Alla scoperta di una brava poetessa
L’educazione poetica
Con la raccolta "Avere trent'anni" Federica D'Amato attraversa in versi una sorta di simbolica linea d'ombra oltre la quale c'è una nuova coscienza di sé
C’è un momento preciso, un preciso giro di boa, prima sponda dei giorni, nel passaggio dalla giovinezza estrema all’età adulta, per il quale è sempre tempo di bilanci. Quando, tramontata l’innocenza, si declina verso una impura e ruvida coscienza dell’ergersi, come canne al vento, al crocevia dell’essere. Da questa prospettiva muove la nuova silloge di Federica D’Amato, Avere trent’anni (Ianieri Editore, 2013), la sua terza, dopo La Dolorosa (2009) e Poesie a Comitò (2012), segnando una fondamentale cesura rispetto alle cose passate dove ancora appariva concentrata sulla modulazione del canto e l’ossequio ai maestri.
Un libretto smilzo, tutto teso tra introflessione ed estroflessione, a contornare la «tragedia» dell’intraducibile, cui consegna una scrittura sì autobiografica, ma di un’autobiografia ctonia, presentata come un orizzontale e simultaneo Bildungsroman in versi. Ché, se a trent’anni «accade proprio questo» – le «rocce fioriscono di memorie» -, si tratta di un epifanico aggallare di concrezioni profonde: una memoria, dico, costruita in oppositivo contrappunto al dato esterno cui ogni singolo lacerto rimanda; sincopato balbettio nel quale passato e presente, dipanato il filo, giacciono sulla stessa linea, gettando un’ombra indivisa, a formare il solo orizzonte possibile da cui affacciarsi sulle ferite del vissuto. E di questa deformazione s’innerva l’intero «poemetto spezzato e delirante», se anche i versi espunti da La corsa dei mantelli di Milo De Angelis e posti in esergo, vengono riproposti al lettore così come si sono cristallizzati nella memoria poetica della D’Amato.
Più che a un «anacronismo degli spazi interiori» (come scrive Luigi Trucillo nella bella ed empatica postfazione d’accompagnamento), questo quaderno assomiglia a un regesto di dissonanze, orchestrate con atonale disposizione, senza tuttavia rinunciare al gusto di una certa cantabilità che non di rado affiora.
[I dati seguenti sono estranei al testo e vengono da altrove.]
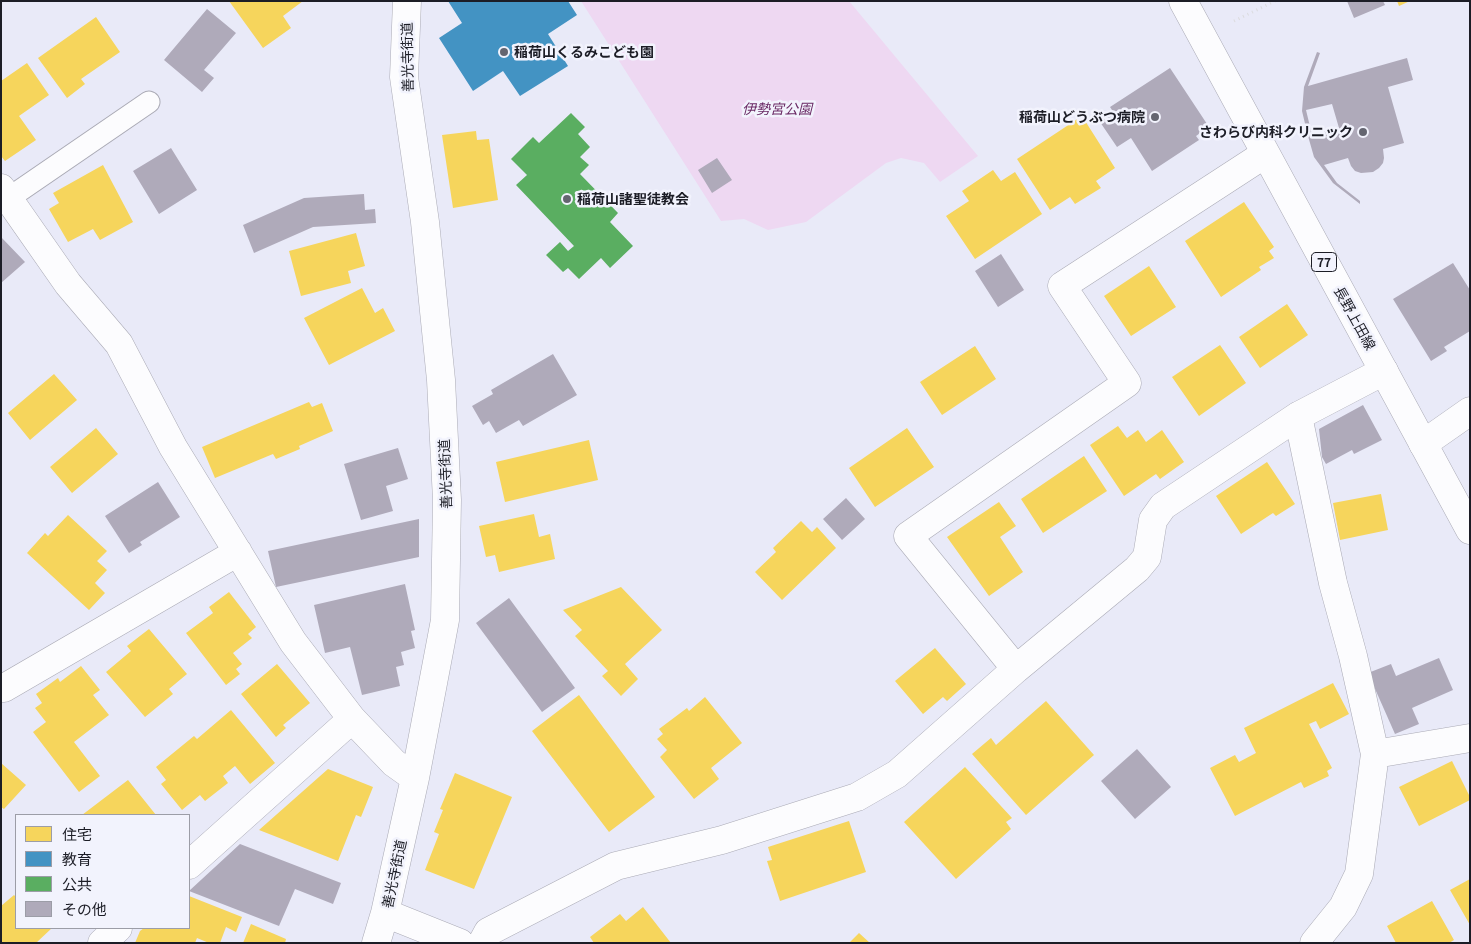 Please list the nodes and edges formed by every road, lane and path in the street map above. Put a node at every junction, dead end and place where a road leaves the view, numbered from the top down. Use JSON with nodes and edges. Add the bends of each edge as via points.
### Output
{"nodes":[{"id":1,"x":406,"y":1,"type":"edge"},
{"id":2,"x":1183,"y":1,"type":"edge"},
{"id":3,"x":1275,"y":1,"type":"edge"},
{"id":4,"x":1202,"y":37,"type":"junction"},
{"id":5,"x":149,"y":102,"type":"dead end"},
{"id":6,"x":1265,"y":154,"type":"junction"},
{"id":7,"x":5,"y":194,"type":"edge"},
{"id":8,"x":1384,"y":371,"type":"junction"},
{"id":9,"x":1470,"y":411,"type":"edge"},
{"id":10,"x":1298,"y":416,"type":"junction"},
{"id":11,"x":1423,"y":444,"type":"junction"},
{"id":12,"x":1470,"y":530,"type":"edge"},
{"id":13,"x":238,"y":552,"type":"junction"},
{"id":14,"x":1016,"y":669,"type":"junction"},
{"id":15,"x":4,"y":688,"type":"dead end"},
{"id":16,"x":352,"y":719,"type":"junction"},
{"id":17,"x":1470,"y":738,"type":"edge"},
{"id":18,"x":1375,"y":754,"type":"junction"},
{"id":19,"x":415,"y":778,"type":"junction"},
{"id":20,"x":190,"y":864,"type":"edge"},
{"id":21,"x":385,"y":913,"type":"junction"},
{"id":22,"x":117,"y":929,"type":"edge"},
{"id":23,"x":102,"y":943,"type":"edge"},
{"id":24,"x":376,"y":943,"type":"edge"},
{"id":25,"x":460,"y":943,"type":"edge"},
{"id":26,"x":482,"y":943,"type":"edge"},
{"id":27,"x":1314,"y":943,"type":"edge"}],
"edges":[{"from":1,"to":19,"type":"street","name":"善光寺街道","via":[[404,77],[428,250],[441,380],[447,500],[445,620]]},
{"from":2,"to":4,"type":"street","name":"長野上田線","number":"77"},
{"from":3,"to":4,"type":"path"},
{"from":4,"to":6,"type":"street","name":"長野上田線","number":"77"},
{"from":5,"to":7,"type":"lane"},
{"from":6,"to":8,"type":"street","name":"長野上田線","number":"77"},
{"from":6,"to":14,"type":"street","via":[[1062,286],[1127,383],[908,536]]},
{"from":7,"to":13,"type":"street","via":[[68,284],[119,344],[173,447]]},
{"from":8,"to":10,"type":"street"},
{"from":8,"to":11,"type":"street","name":"長野上田線","number":"77"},
{"from":9,"to":11,"type":"street"},
{"from":10,"to":14,"type":"street","via":[[1162,506],[1153,520],[1147,557],[1137,569]]},
{"from":10,"to":18,"type":"street","via":[[1333,583]]},
{"from":11,"to":12,"type":"street","name":"長野上田線","number":"77"},
{"from":13,"to":15,"type":"street"},
{"from":13,"to":16,"type":"street","via":[[292,642]]},
{"from":14,"to":26,"type":"street","via":[[897,774],[858,797],[722,840],[616,866],[488,932]]},
{"from":16,"to":19,"type":"street","via":[[394,763]]},
{"from":16,"to":20,"type":"street"},
{"from":17,"to":18,"type":"street"},
{"from":18,"to":27,"type":"street","via":[[1359,874],[1343,907]]},
{"from":19,"to":21,"type":"street","name":"善光寺街道"},
{"from":21,"to":24,"type":"street","name":"善光寺街道"},
{"from":21,"to":25,"type":"street"},
{"from":22,"to":23,"type":"street"}]} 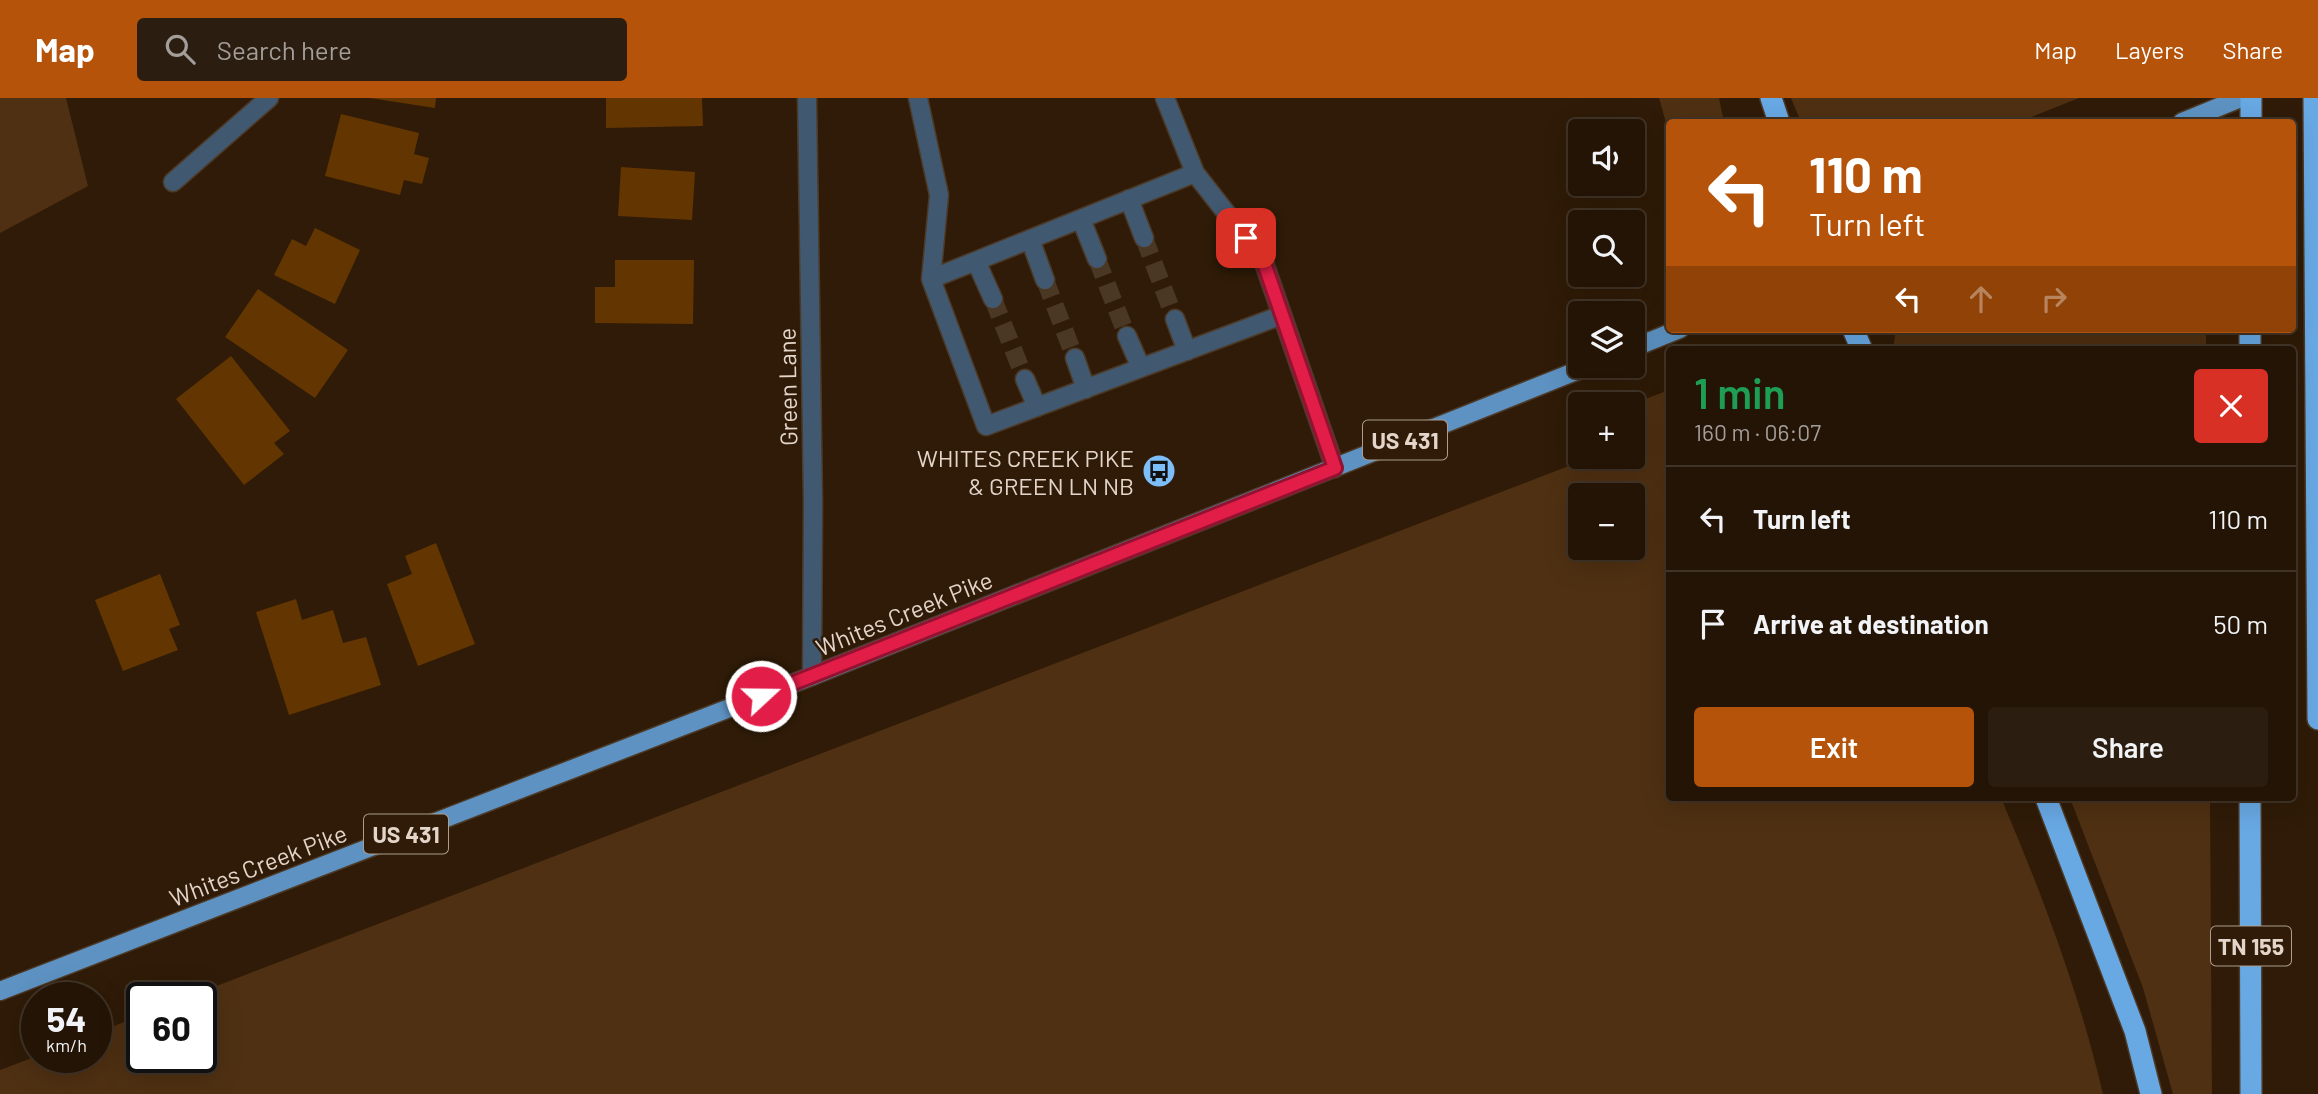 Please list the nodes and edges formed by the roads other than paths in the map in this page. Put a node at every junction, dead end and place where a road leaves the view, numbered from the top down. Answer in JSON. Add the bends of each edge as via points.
{"nodes":[{"id":1,"x":269,"y":98,"type":"edge"},
{"id":2,"x":807,"y":98,"type":"edge"},
{"id":3,"x":918,"y":98,"type":"edge"},
{"id":4,"x":1165,"y":98,"type":"edge"},
{"id":5,"x":1771,"y":98,"type":"edge"},
{"id":6,"x":2241,"y":98,"type":"edge"},
{"id":7,"x":2251,"y":98,"type":"edge"},
{"id":8,"x":2314,"y":98,"type":"edge"},
{"id":9,"x":1778,"y":119,"type":"edge"},
{"id":10,"x":2189,"y":119,"type":"edge"},
{"id":11,"x":2251,"y":119,"type":"edge"},
{"id":12,"x":1195,"y":173,"type":"junction"},
{"id":13,"x":173,"y":182,"type":"dead end"},
{"id":14,"x":1129,"y":199,"type":"junction"},
{"id":15,"x":1081,"y":219,"type":"junction"},
{"id":16,"x":1144,"y":238,"type":"tunnel mouth"},
{"id":17,"x":1030,"y":239,"type":"junction"},
{"id":18,"x":1097,"y":259,"type":"tunnel mouth"},
{"id":19,"x":976,"y":261,"type":"junction"},
{"id":20,"x":931,"y":279,"type":"junction"},
{"id":21,"x":1045,"y":280,"type":"tunnel mouth"},
{"id":22,"x":993,"y":299,"type":"tunnel mouth"},
{"id":23,"x":1282,"y":316,"type":"junction"},
{"id":24,"x":1175,"y":319,"type":"tunnel mouth"},
{"id":25,"x":1669,"y":333,"type":"edge"},
{"id":26,"x":1127,"y":336,"type":"tunnel mouth"},
{"id":27,"x":1645,"y":343,"type":"edge"},
{"id":28,"x":1187,"y":351,"type":"junction"},
{"id":29,"x":1074,"y":358,"type":"tunnel mouth"},
{"id":30,"x":1141,"y":368,"type":"junction"},
{"id":31,"x":1568,"y":374,"type":"edge"},
{"id":32,"x":1025,"y":379,"type":"tunnel mouth"},
{"id":33,"x":1086,"y":389,"type":"junction"},
{"id":34,"x":1037,"y":407,"type":"junction"},
{"id":35,"x":1335,"y":468,"type":"junction"},
{"id":36,"x":812,"y":676,"type":"junction"},
{"id":37,"x":2318,"y":719,"type":"edge"},
{"id":38,"x":2047,"y":801,"type":"edge"},
{"id":39,"x":2250,"y":801,"type":"edge"},
{"id":40,"x":0,"y":991,"type":"edge"},
{"id":41,"x":2151,"y":1094,"type":"edge"},
{"id":42,"x":2251,"y":1094,"type":"edge"}],
"edges":[{"from":1,"to":13,"type":"street"},
{"from":2,"to":36,"type":"street","name":"Green Lane"},
{"from":3,"to":20,"type":"street","via":[[939,195]]},
{"from":4,"to":12,"type":"street"},
{"from":5,"to":9,"type":"highway"},
{"from":6,"to":10,"type":"main road"},
{"from":7,"to":11,"type":"highway"},
{"from":8,"to":37,"type":"highway"},
{"from":12,"to":14,"type":"street"},
{"from":12,"to":23,"type":"street","via":[[1263,260]]},
{"from":14,"to":15,"type":"street"},
{"from":14,"to":16,"type":"street"},
{"from":15,"to":17,"type":"street"},
{"from":15,"to":18,"type":"street"},
{"from":17,"to":19,"type":"street"},
{"from":17,"to":21,"type":"street"},
{"from":19,"to":20,"type":"street"},
{"from":19,"to":22,"type":"street"},
{"from":20,"to":34,"type":"street","via":[[986,426]]},
{"from":23,"to":28,"type":"street"},
{"from":23,"to":35,"type":"street"},
{"from":24,"to":28,"type":"street"},
{"from":25,"to":27,"type":"main road"},
{"from":26,"to":30,"type":"street"},
{"from":28,"to":30,"type":"street"},
{"from":29,"to":33,"type":"street"},
{"from":30,"to":33,"type":"street"},
{"from":31,"to":35,"type":"main road","name":"Whites Creek Pike","number":"US 431"},
{"from":32,"to":34,"type":"street"},
{"from":33,"to":34,"type":"street"},
{"from":35,"to":36,"type":"main road","name":"Whites Creek Pike","number":"US 431"},
{"from":36,"to":40,"type":"main road","name":"Whites Creek Pike","number":"US 431"},
{"from":38,"to":41,"type":"highway","via":[[2135,1031]]},
{"from":39,"to":42,"type":"highway","number":"TN 155"}]}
Discrasie: crepe che generano dall’io superficiale del poeta, agnizioni che principiano dallo specchiarsi in un “dentro” in cui un attimo vale un anno, un istante trent’anni; e «la prima riga [ha] sempre cento anni». E nell’attimo stesso in cui irrompe il pensiero poetante, s’imprime il verso, s’accampa un barlume di senso nel deserto, nell’arsura di memoria nuova e consapevole, nel tempo scorsoio del presente. Un «entrare nel tempo», nell’amplificata eco della sua durata, fino a vederlo contrarre e, quasi, svaporare: questa l’utopia circolare, lo slancio conoscitivo del quale, quasi in presa diretta, la D’Amato vuole mettere a parte il lettore.
Apprendistato che ha come approdo una dolorosa quanto necessaria solitudine («e poi c’era questo dover crescere / a tutti i costi / imparare a stare soli»), l’interminata ferita, da provare a suturare solo con la scrittura dei giorni («scrivo con una poesia in tasca / per non essere solo»). Nell’impeto stenografico del verso (con l’insistito ricorso all’enjambement, all’anafora, al chiasmo) che si sforza di tener dietro all’esangue desiderio di un bilancio esistenziale senza sconti, il massimo che è concesso è il fragile traguardo di mezze risposte, verità in sedicesimo. Come questa, semplicissima: «dopo trent’anni devi solo imparare / a volerti bene».